Research progress on the role of exercise-regulated reactive astrocytes in the prevention and treatment of Parkinson's disease.

Astrocytes generally perform protective roles, such as the release of neurotrophic factors, glutamate metabolism, transfer of healthy mitochondria to neurons, and maintenance of the blood-brain barrier. Nonetheless, in the context of Parkinson's disease (PD), astrocytes may become dysfunctional, contributing to neurotoxicity, which is intricately linked to the etiological factors of PD. Intervening to prevent the conversion of astrocytes into neurotoxic phenotypes has demonstrated neuroprotective effects, potentially averting the degeneration of dopaminergic neurons and mitigating behavioral deficits in PD model mice.
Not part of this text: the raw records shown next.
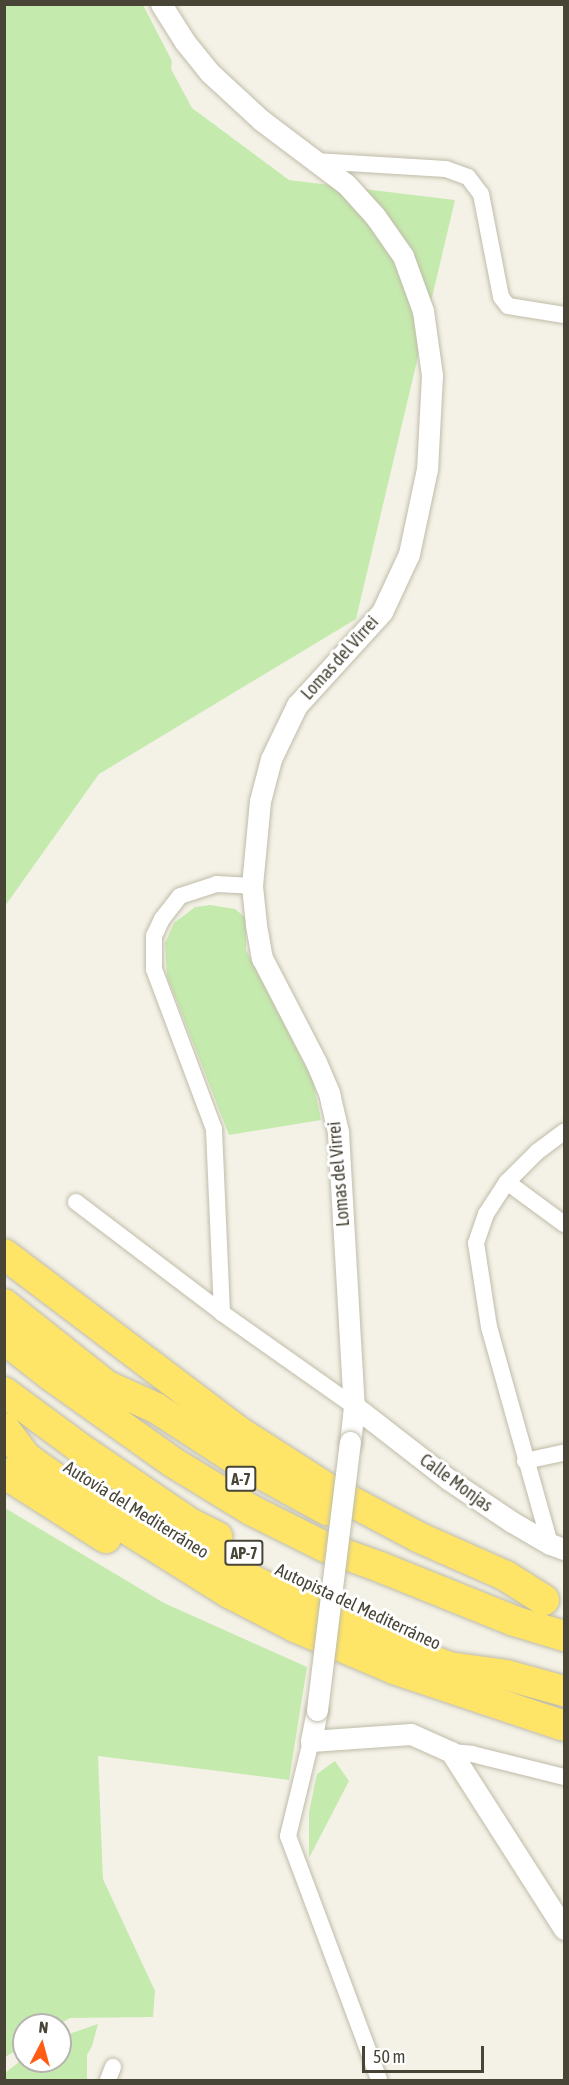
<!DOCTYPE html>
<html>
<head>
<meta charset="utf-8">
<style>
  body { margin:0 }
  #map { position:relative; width:569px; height:2085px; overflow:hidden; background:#f4f2e7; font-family:"Asap Condensed",sans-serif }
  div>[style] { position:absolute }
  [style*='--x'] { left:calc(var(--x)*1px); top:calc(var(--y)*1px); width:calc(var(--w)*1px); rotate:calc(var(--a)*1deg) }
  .green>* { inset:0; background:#c5eaae }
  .roads { filter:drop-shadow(0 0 2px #c0bca9) drop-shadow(0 0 2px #c0bca9) }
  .minor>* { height:16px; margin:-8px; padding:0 8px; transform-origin:8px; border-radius:8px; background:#fff }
  .tertiary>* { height:21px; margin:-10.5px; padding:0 10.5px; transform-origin:10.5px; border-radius:10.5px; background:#fff }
  .motorway>* { height:30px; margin:-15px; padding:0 15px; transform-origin:15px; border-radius:15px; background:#ffe567 }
  .bridges { filter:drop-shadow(0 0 2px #c0bca9) drop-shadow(0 0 2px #c0bca9) }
  .tertiary-bridge>* { height:21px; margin:-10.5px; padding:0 10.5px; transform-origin:10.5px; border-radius:10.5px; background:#fff }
  span { translate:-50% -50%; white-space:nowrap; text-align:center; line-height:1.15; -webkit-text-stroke:6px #fff; paint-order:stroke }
  .shield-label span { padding:2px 4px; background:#fff; border:2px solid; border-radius:4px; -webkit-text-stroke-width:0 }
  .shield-label { font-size:16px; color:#484436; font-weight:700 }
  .street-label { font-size:18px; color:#484436 }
  .frame { position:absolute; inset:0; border:6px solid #484436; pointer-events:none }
  .north { position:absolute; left:12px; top:2013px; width:60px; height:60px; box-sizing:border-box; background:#fff; border:2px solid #b6b4af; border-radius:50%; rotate:6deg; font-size:16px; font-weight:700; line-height:24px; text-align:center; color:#484436 }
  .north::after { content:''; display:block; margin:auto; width:21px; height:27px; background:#ff5d13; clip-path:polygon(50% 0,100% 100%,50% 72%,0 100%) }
  .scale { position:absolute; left:362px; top:2046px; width:122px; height:27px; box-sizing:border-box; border:3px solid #484436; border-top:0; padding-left:8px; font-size:18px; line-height:21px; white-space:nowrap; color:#484436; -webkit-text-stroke:4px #fff; paint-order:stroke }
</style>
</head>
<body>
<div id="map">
  <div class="green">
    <i style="clip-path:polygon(5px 5px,143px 5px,172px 61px,171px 69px,192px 108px,289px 180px,455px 200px,356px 619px,99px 774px,5px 906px)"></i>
    <i style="clip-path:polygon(210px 905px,235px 909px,246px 918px,246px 950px,313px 1081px,321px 1120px,229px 1135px,167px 976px,165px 943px,174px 923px,195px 907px)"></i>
    <i style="clip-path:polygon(5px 1508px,164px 1603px,307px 1667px,289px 1780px,98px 1756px,103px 1879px,155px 1991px,153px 2017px,70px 2018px,58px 2025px,24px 2025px,24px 2046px,5px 2057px)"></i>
    <i style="clip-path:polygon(335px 1761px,349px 1781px,309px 1858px,309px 1812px,317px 1774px)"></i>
    <i style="clip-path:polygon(98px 2024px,92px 2046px,87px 2055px,87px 2080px,5px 2080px,5px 2073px,24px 2058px,24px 2061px,60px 2061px,60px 2037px)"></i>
  </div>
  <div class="roads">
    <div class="minor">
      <i style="--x:315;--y:161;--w:131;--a:3.5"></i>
      <i style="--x:446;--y:169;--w:23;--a:20"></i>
      <i style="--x:468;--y:177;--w:21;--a:53"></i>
      <i style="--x:481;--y:194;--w:105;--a:79"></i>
      <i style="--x:501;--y:297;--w:11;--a:52"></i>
      <i style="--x:508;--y:306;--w:57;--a:9.1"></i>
      <i style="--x:507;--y:1182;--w:71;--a:36.4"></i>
      <i style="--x:76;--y:1202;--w:183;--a:37.2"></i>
      <i style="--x:222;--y:1313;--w:161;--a:35.2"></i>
      <i style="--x:222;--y:1313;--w:184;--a:-92.5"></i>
      <i style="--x:214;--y:1129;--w:171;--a:-110.6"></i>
      <i style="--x:154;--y:969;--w:33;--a:-90"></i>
      <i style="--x:154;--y:936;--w:19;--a:-65"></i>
      <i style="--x:162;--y:919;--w:29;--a:-52"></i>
      <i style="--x:180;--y:896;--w:38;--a:-18"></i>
      <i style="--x:216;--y:884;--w:36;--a:3"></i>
      <i style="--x:525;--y:1461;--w:40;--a:-12"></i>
      <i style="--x:550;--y:1544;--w:225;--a:-105.7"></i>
      <i style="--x:489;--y:1327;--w:85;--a:-98.8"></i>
      <i style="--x:476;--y:1243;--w:31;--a:-71"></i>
      <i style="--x:486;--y:1214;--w:38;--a:-57"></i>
      <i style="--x:507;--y:1182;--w:42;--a:-45"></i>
      <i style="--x:537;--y:1152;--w:34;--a:-37"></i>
      <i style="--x:311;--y:1741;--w:98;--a:103.6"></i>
      <i style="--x:288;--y:1836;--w:260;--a:69.5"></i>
      <i style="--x:451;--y:1752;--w:21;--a:5"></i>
      <i style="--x:472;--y:1754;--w:95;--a:14"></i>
      <i style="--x:108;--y:2080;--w:14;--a:-69"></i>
    </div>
    <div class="tertiary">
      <i style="--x:161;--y:4;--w:45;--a:57.7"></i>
      <i style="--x:185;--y:42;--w:38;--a:51"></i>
      <i style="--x:209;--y:72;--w:71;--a:42.7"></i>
      <i style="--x:261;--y:120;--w:106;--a:37"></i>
      <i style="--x:346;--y:184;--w:43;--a:47.8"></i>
      <i style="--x:375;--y:216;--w:49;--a:55"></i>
      <i style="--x:403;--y:256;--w:59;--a:70"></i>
      <i style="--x:423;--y:311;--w:65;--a:82"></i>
      <i style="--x:432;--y:375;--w:94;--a:93"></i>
      <i style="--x:427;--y:469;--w:87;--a:102"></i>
      <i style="--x:409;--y:554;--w:64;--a:115"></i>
      <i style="--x:382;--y:612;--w:126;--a:132.4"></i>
      <i style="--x:297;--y:705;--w:60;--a:115.7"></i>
      <i style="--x:271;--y:759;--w:43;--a:104.7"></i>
      <i style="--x:260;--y:801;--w:85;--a:95.4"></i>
      <i style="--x:252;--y:886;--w:39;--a:84"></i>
      <i style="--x:256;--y:925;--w:34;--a:80"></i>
      <i style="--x:262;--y:958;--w:117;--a:62.6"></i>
      <i style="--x:316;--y:1062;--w:34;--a:67"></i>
      <i style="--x:329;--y:1093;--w:40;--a:77"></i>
      <i style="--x:338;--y:1132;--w:274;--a:86.7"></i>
      <i style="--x:354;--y:1406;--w:36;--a:96"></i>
      <i style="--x:354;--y:1406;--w:119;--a:37.8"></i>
      <i style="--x:448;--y:1479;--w:77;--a:33.9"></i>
      <i style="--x:512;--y:1522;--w:44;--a:30.1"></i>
      <i style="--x:550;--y:1544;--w:15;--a:20"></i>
      <i style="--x:317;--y:1710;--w:32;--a:101"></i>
      <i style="--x:311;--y:1741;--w:100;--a:-4"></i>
      <i style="--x:411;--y:1734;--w:44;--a:24.2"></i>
      <i style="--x:451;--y:1752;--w:210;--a:57.4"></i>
    </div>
    <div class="motorway">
      <i style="--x:4;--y:1254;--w:293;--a:37.1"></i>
      <i style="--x:238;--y:1431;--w:109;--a:32.7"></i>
      <i style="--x:330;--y:1490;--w:100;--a:28.1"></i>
      <i style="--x:418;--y:1537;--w:96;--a:23.9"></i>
      <i style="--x:506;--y:1576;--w:45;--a:32.3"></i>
      <i style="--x:4;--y:1304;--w:151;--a:38.5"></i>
      <i style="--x:4;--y:1339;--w:58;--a:38"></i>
      <i style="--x:50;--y:1375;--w:152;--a:35.4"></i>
      <i style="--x:174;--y:1463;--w:90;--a:31.4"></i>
      <i style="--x:251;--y:1510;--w:83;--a:26.6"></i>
      <i style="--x:325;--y:1547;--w:59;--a:20"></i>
      <i style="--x:380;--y:1567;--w:144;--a:21.9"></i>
      <i style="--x:514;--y:1621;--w:52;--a:16.7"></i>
      <i style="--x:105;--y:1385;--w:56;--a:24.3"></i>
      <i style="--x:156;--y:1408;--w:95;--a:33"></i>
      <i style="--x:236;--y:1460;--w:104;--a:28.8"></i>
      <i style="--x:4;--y:1392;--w:99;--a:36.4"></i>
      <i style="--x:84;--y:1451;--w:126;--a:34.3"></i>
      <i style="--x:188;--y:1522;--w:33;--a:27"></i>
      <i style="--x:4;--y:1428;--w:38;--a:53"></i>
      <i style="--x:27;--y:1458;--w:113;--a:35.7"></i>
      <i style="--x:119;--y:1524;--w:130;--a:32.1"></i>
      <i style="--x:229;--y:1593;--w:74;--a:27.3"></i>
      <i style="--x:295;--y:1627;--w:108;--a:23"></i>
      <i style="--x:394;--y:1669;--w:179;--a:18.5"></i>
      <i style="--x:4;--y:1473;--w:121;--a:32.5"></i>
      <i style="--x:174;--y:1537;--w:94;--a:28.8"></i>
      <i style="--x:256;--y:1582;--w:129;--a:25.8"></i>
      <i style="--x:372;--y:1638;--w:82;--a:20.6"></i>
      <i style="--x:449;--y:1667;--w:58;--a:8"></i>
      <i style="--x:506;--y:1675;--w:60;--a:15.4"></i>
    </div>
  </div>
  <div class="bridges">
    <div class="tertiary-bridge">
      <i style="--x:317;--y:1710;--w:270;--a:-83"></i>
    </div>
  </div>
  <div class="shield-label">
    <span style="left:241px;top:1479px">A-7</span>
    <span style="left:244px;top:1553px">AP-7</span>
  </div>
  <div class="street-label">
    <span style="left:340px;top:658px;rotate:-48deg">Lomas del Virrei</span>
    <span style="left:339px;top:1174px;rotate:-95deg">Lomas del Virrei</span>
    <span style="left:456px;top:1483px;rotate:36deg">Calle Monjas</span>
    <span style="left:136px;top:1510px;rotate:32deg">Autovía del Mediterráneo</span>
    <span style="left:358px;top:1607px;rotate:25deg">Autopista del Mediterráneo</span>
  </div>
  <div class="frame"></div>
  <div class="north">N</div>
  <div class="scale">50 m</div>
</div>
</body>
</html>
Research has shown that exercise decreases the prevalence of central pro-inflammatory and neurotoxic reactive astrocytes while increasing the presence of anti-inflammatory and neuroprotective reactive astrocytes. Various forms of exercise therapy are extensively employed as adjunctive treatments alongside pharmacotherapy in PD patients, and have been empirically validated to directly enhance motor function, functional flexibility, gait, balance, fine motor skills, and overall quality of life in individuals with PD. The potential mechanism of various types of exercise therapy in improving PD-related behavioral dysfunction is closely related to the regulation of the conversion of pro-inflammatory and neurotoxic reactive astrocytes to anti-inflammatory and neuroprotective astrocytes by exercise. This paper discusses the regulatory role of reactive astrocytes in neuroinflammation and PD neurodegeneration, as well as the reduction of neuroinflammation and the progression of PD through exercise regulation of reactive astrocytes, so as to provide a theoretical basis for further exploring the pathogenesis of PD and further developing therapeutic interventions for neurodegenerative diseases.